Само здание детского сада когда-то было купеческим особняком. Это был старинный деревянный дом. С резьбой по наличникам и даже башенкой. Там была большая парадная зала, в которой стояло пианино. На стене висела огромная репродукция шишкинского «Утра в сосновом лесу». Впрочем, в то время репродукций для меня не существовало. Сплошные оригиналы. Это сейчас заранее считаешь всё подряд репродукциями и страшно удивляешься, что вдруг — и оригинал. А тогда… Кроме «Утра в сосновом лесу» висел портрет того, кого дети той страны, в которой я родился, путали то с зайчиком, то с северным оленем из анекдота.

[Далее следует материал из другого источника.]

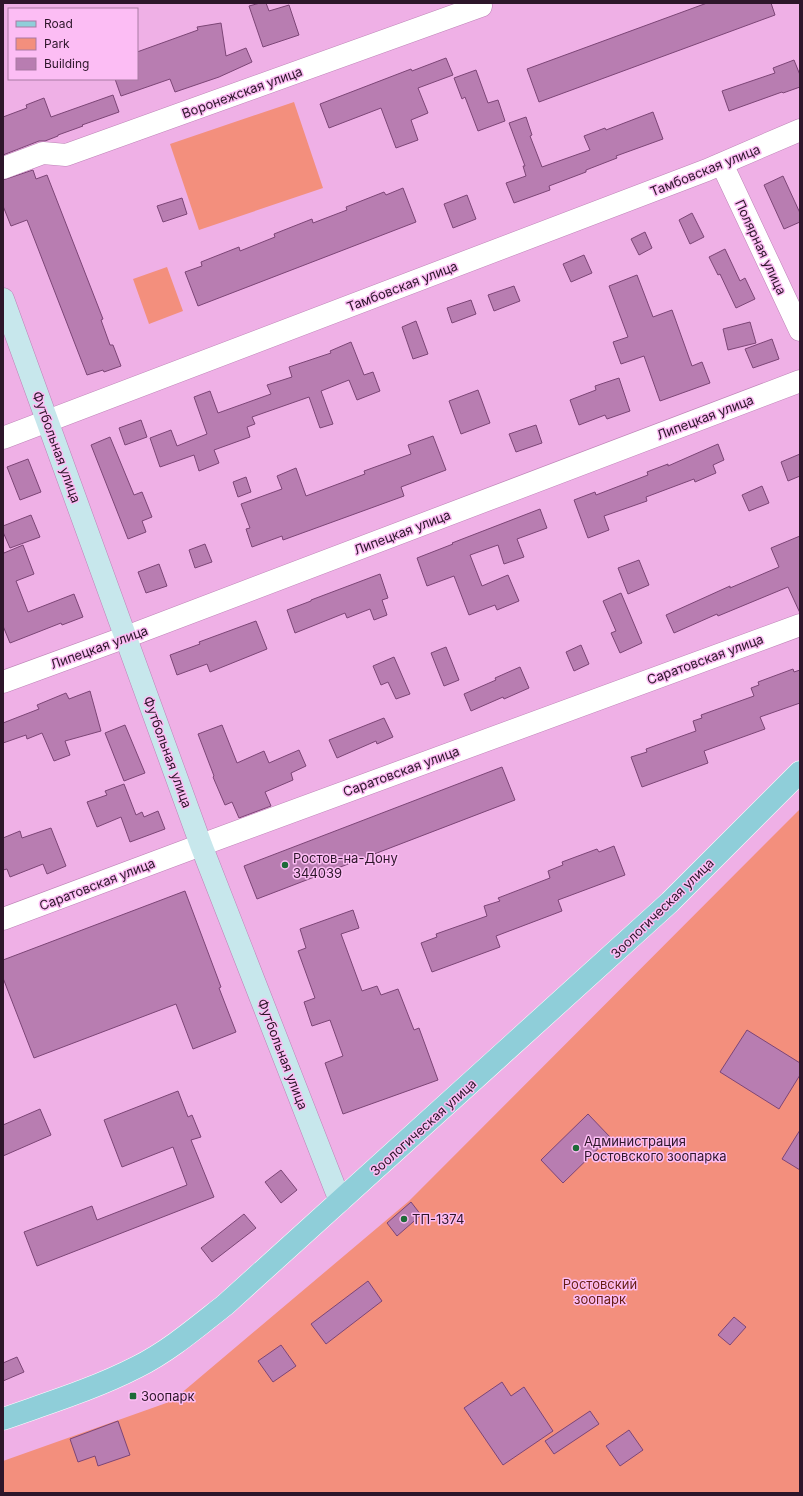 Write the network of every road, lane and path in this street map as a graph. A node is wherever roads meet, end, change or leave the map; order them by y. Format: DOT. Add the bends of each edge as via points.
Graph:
graph roads {
  1 [pos="481,6"];
  2 [pos="800,130"];
  3 [pos="722,164"];
  4 [pos="3,168"];
  5 [pos="3,299"];
  6 [pos="800,330"];
  7 [pos="800,381"];
  8 [pos="47,422"];
  9 [pos="3,438"];
  10 [pos="800,625"];
  11 [pos="126,637"];
  12 [pos="3,682"];
  13 [pos="800,772"];
  14 [pos="201,844"];
  15 [pos="3,920"];
  16 [pos="340,1201"];
  17 [pos="3,1419"];
  1 -- 4 [label="street, Воронежская улица" via="66,155 43,153"];
  2 -- 3 [label="street, Тамбовская улица"];
  3 -- 6 [label="street, Полярная улица"];
  3 -- 8 [label="street, Тамбовская улица"];
  5 -- 8 [label="main road, Футбольная улица"];
  7 -- 11 [label="street, Липецкая улица"];
  8 -- 9 [label="street, Тамбовская улица"];
  8 -- 11 [label="main road, Футбольная улица"];
  10 -- 14 [label="street, Саратовская улица"];
  11 -- 12 [label="street, Липецкая улица"];
  11 -- 14 [label="main road, Футбольная улица"];
  13 -- 16 [label="main road, Зоологическая улица" via="670,902"];
  14 -- 15 [label="street, Саратовская улица"];
  14 -- 16 [label="main road, Футбольная улица"];
  16 -- 17 [label="main road, Зоологическая улица" via="225,1306 176,1343 132,1370 93,1387"];
}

Однажды в день рождения этого зайца с оленьими рогами мне пришлось читать стихи, ему же и посвящённые. От волнения я, конечно, всё позабыл и решил смыть позор обильными слезами… Сейчас-то я бы ни за что не заплакал, несмотря на то, что теперь не помню не только этих, но и многих других стихов.

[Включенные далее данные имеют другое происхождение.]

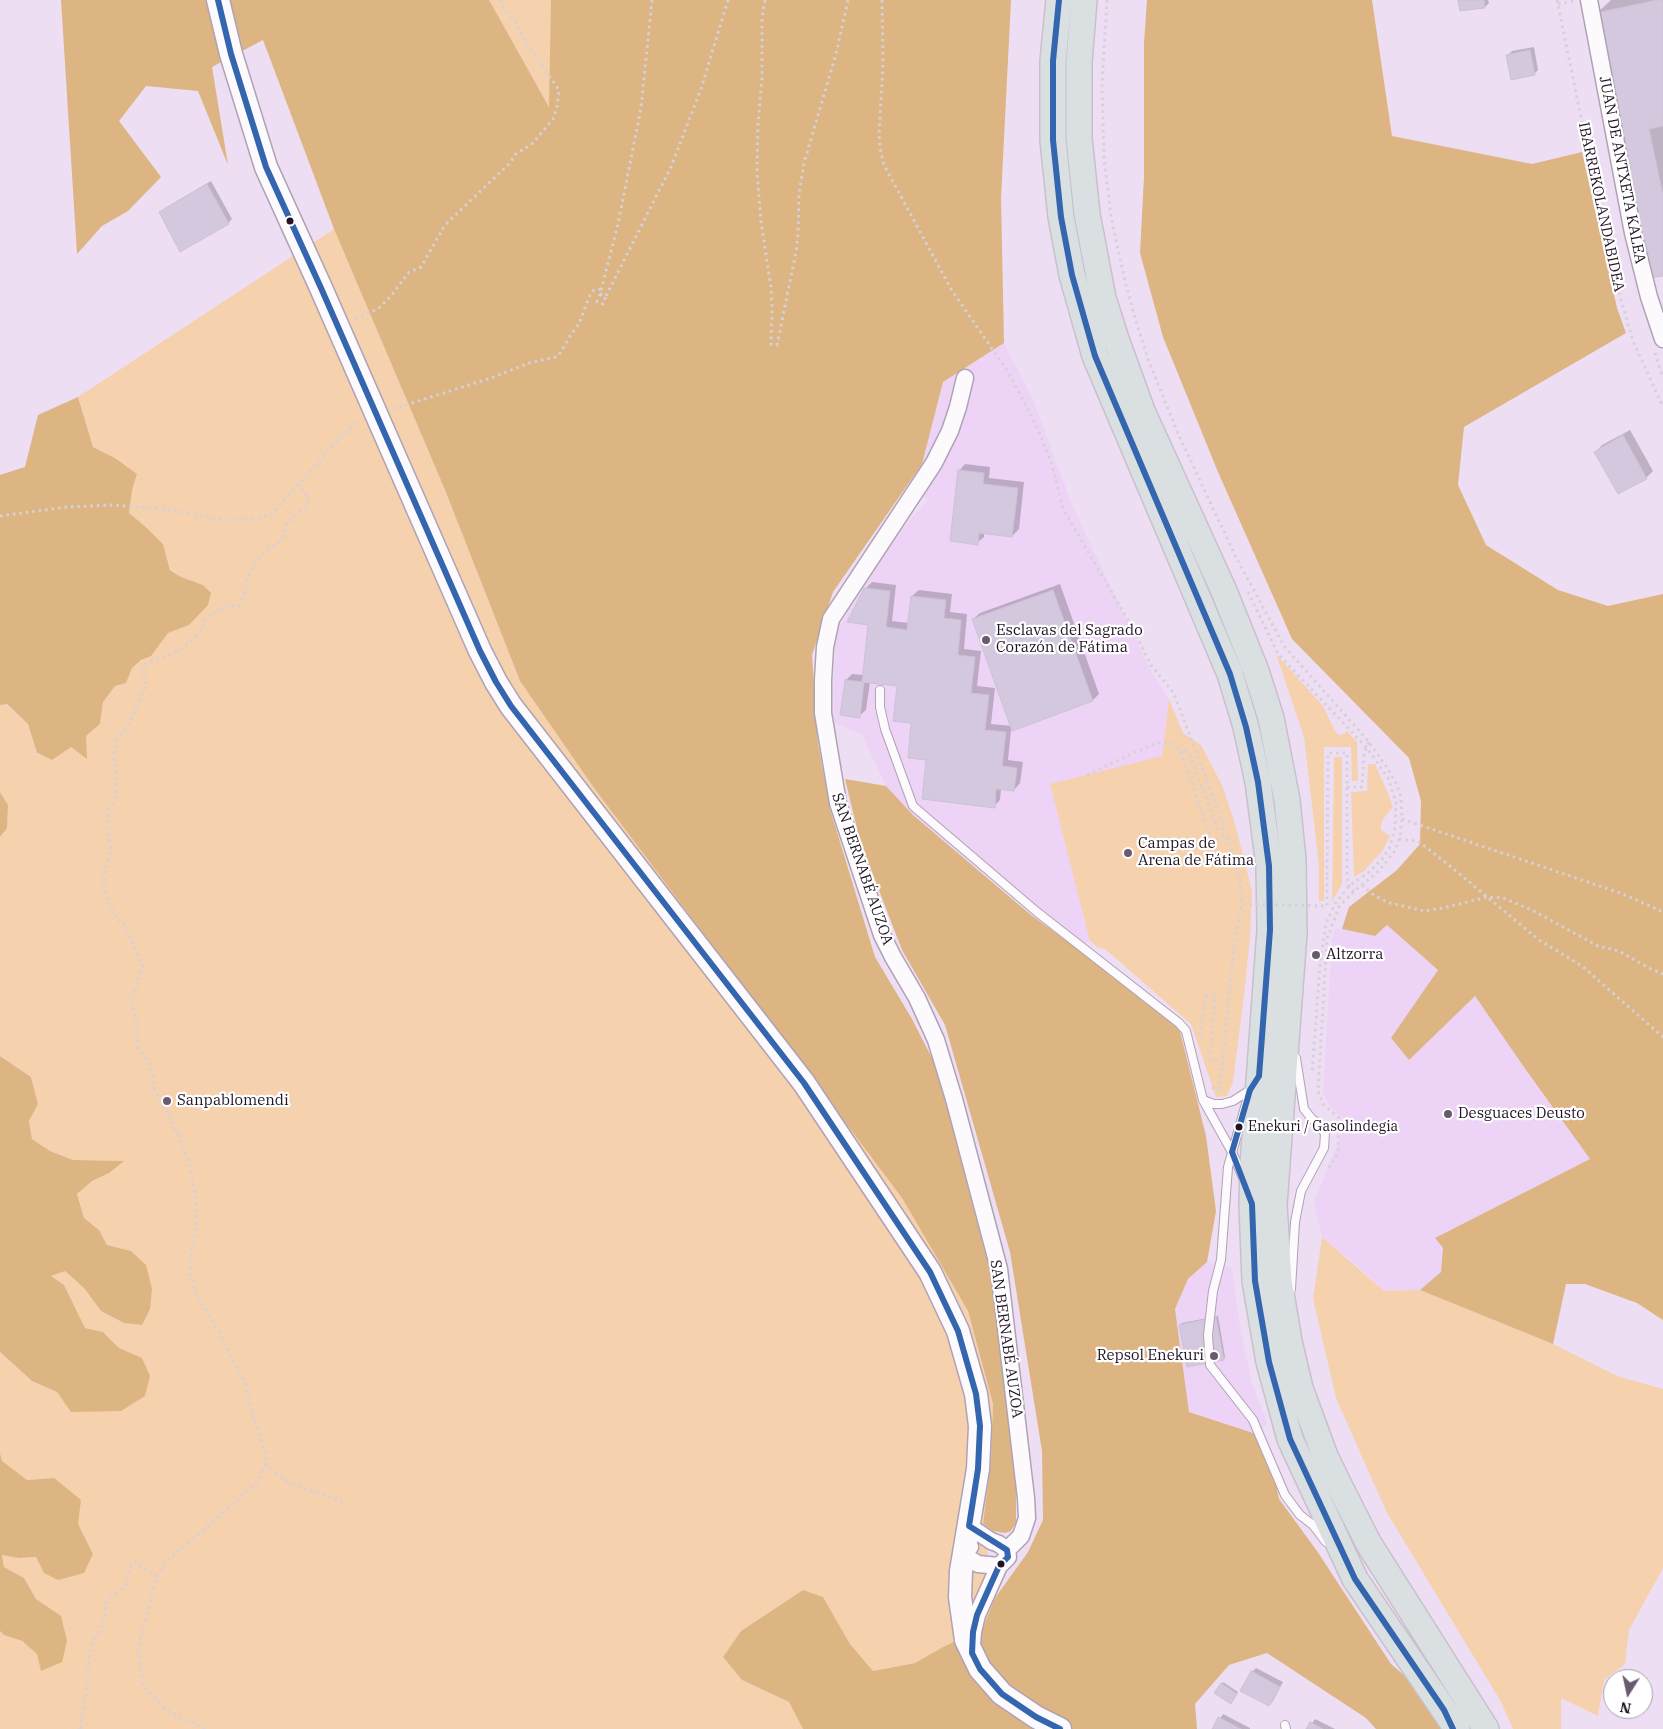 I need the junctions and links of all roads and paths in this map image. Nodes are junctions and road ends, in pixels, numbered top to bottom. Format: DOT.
graph roads {
  1 [pos="218,0"];
  2 [pos="500,0"];
  3 [pos="652,0"];
  4 [pos="728,0"];
  5 [pos="765,0"];
  6 [pos="848,0"];
  7 [pos="882,0"];
  8 [pos="1058,0"];
  9 [pos="1084,0"];
  10 [pos="1557,0"];
  11 [pos="1589,0"];
  12 [pos="601,289"];
  13 [pos="600,294"];
  14 [pos="606,296"];
  15 [pos="338,326"];
  16 [pos="1663,339"];
  17 [pos="965,378"];
  18 [pos="1663,407"];
  19 [pos="374,410"];
  20 [pos="298,484"];
  21 [pos="0,516"];
  22 [pos="880,690"];
  23 [pos="1369,742"];
  24 [pos="1181,753"];
  25 [pos="1087,775"];
  26 [pos="1347,787"];
  27 [pos="1402,819"];
  28 [pos="1399,839"];
  29 [pos="1362,885"];
  30 [pos="1354,891"];
  31 [pos="1488,897"];
  32 [pos="1242,904"];
  33 [pos="1663,912"];
  34 [pos="1663,974"];
  35 [pos="1289,1007"];
  36 [pos="1663,1037"];
  37 [pos="1294,1045"];
  38 [pos="1295,1054"];
  39 [pos="1222,1060"];
  40 [pos="1195,1068"];
  41 [pos="1254,1083"];
  42 [pos="1203,1100"];
  43 [pos="1232,1152"];
  44 [pos="1252,1204"];
  45 [pos="1289,1341"];
  46 [pos="266,1464"];
  47 [pos="343,1502"];
  48 [pos="969,1526"];
  49 [pos="991,1541"];
  50 [pos="1006,1550"];
  51 [pos="964,1551"];
  52 [pos="1000,1566"];
  53 [pos="157,1576"];
  54 [pos="1355,1579"];
  55 [pos="972,1653"];
  56 [pos="1451,1723"];
  57 [pos="80,1729"];
  58 [pos="205,1729"];
  59 [pos="1060,1729"];
  60 [pos="1486,1729"];
  1 -- 15 [label="street"];
  2 -- 15 [label="path"];
  3 -- 12 [label="path"];
  4 -- 14 [label="path"];
  5 -- 6 [label="path"];
  7 -- 24 [label="path"];
  8 -- 41 [label="main road"];
  9 -- 35 [label="main road"];
  10 -- 18 [label="path, IBARREKOLANDABIDEA"];
  11 -- 16 [label="street, JUAN DE ANTXETA KALEA"];
  12 -- 13 [label="path"];
  12 -- 19 [label="path"];
  13 -- 14 [label="path"];
  13 -- 14 [label="path"];
  15 -- 19 [label="street"];
  17 -- 50 [label="street, SAN BERNABÉ AUZOA"];
  19 -- 20 [label="path"];
  19 -- 48 [label="street"];
  20 -- 21 [label="path"];
  20 -- 46 [label="path"];
  22 -- 40 [label="lane"];
  23 -- 26 [label="path"];
  24 -- 25 [label="path"];
  24 -- 32 [label="path, bridge"];
  26 -- 30 [label="path"];
  26 -- 32 [label="path, bridge"];
  27 -- 33 [label="path"];
  28 -- 31 [label="path"];
  29 -- 31 [label="path"];
  31 -- 34 [label="path"];
  31 -- 36 [label="path"];
  32 -- 39 [label="path"];
  35 -- 37 [label="lane"];
  35 -- 45 [label="main road"];
  38 -- 45 [label="lane"];
  39 -- 40 [label="path"];
  39 -- 40 [label="path"];
  40 -- 42 [label="lane"];
  41 -- 42 [label="lane"];
  41 -- 43 [label="lane"];
  41 -- 44 [label="main road"];
  42 -- 43 [label="lane"];
  43 -- 44 [label="lane"];
  43 -- 54 [label="lane"];
  44 -- 54 [label="main road"];
  45 -- 60 [label="main road"];
  46 -- 47 [label="path"];
  46 -- 53 [label="path"];
  48 -- 49 [label="street"];
  48 -- 51 [label="street"];
  49 -- 50 [label="street"];
  49 -- 51 [label="street"];
  50 -- 52 [label="street"];
  51 -- 52 [label="street"];
  51 -- 55 [label="street"];
  52 -- 55 [label="street"];
  53 -- 57 [label="path"];
  53 -- 58 [label="path"];
  54 -- 56 [label="main road"];
  55 -- 59 [label="street"];
}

В зале устраивались и «обычные» торжественные мероприятия, по более нам понятным и человеческим поводам, с приглашением родителей. И ещё мы там занимались зимой зарядкой и разучивали песни и стихи всё к тем же торжественным мероприятиям. Аккомпанировала нам старушка, которую звали Милица Николаевна. Конечно, мы, неучи, звали её Милицией. Закладывала она за воротник довольно основательно. Впрочем, не столько за воротник, сколько за нижнюю деку пианино. Ну там, где педали. Она пила одеколон «Сирень». Был такой в крошечных пузырьках и стоил чуть ли не шесть копеек. Странно, но пузырьки эти я хорошо запомнил. Они были прямоугольные, с сиреневой этикеткой и белой завинчивающейся крышечкой. Вот она и бросала их в щель, за эту деку. А потом пианино стало плохо играть. Вызвали настройщика, а он как откроет эту деку, а оттуда как посыплется… Как я теперь понимаю, эту историю наверняка кто-то придумал. Но мы тогда под страшным секретом её друг дружке пересказывали.
Воспитательница наша, Клавдия Владимировна, была женщиной строгой. Я совсем не любил играть в разные коллективные игры на свежем воздухе. Мог просто сесть в сторонке и смотреть, как за забором по улице люди ходят и едут машины. Помню, однажды зимой она велела взять мне санки и просто так возить их, чтобы я не замёрз. Я возил-возил, пока не исхитрился завезти их от неё подальше, за деревья и кусты, а там опять прильнул к забору. Но меня и оттуда извлекли… Тем не менее кое-какая личная жизнь в детском саду у меня была. Я был влюблён в двух сестёр-двойняшек сразу. Нинку и Маринку. И всё не знал, на какой из них жениться. Нинка и Маринка тоже не торопили события, хотя мы уже с ними мерялись целовались в кустах, за верандой. Но если играли, то всегда втроём. Клавдия Владимировна откуда-то была в курсе моих мечтаний. Однажды после обеда она велела встать мне на стул и всем громко сказать — на ком же я буду жениться. Не то чтобы я оскорбился такой постановкой вопроса или разревелся. Как раз нет. Я задумался…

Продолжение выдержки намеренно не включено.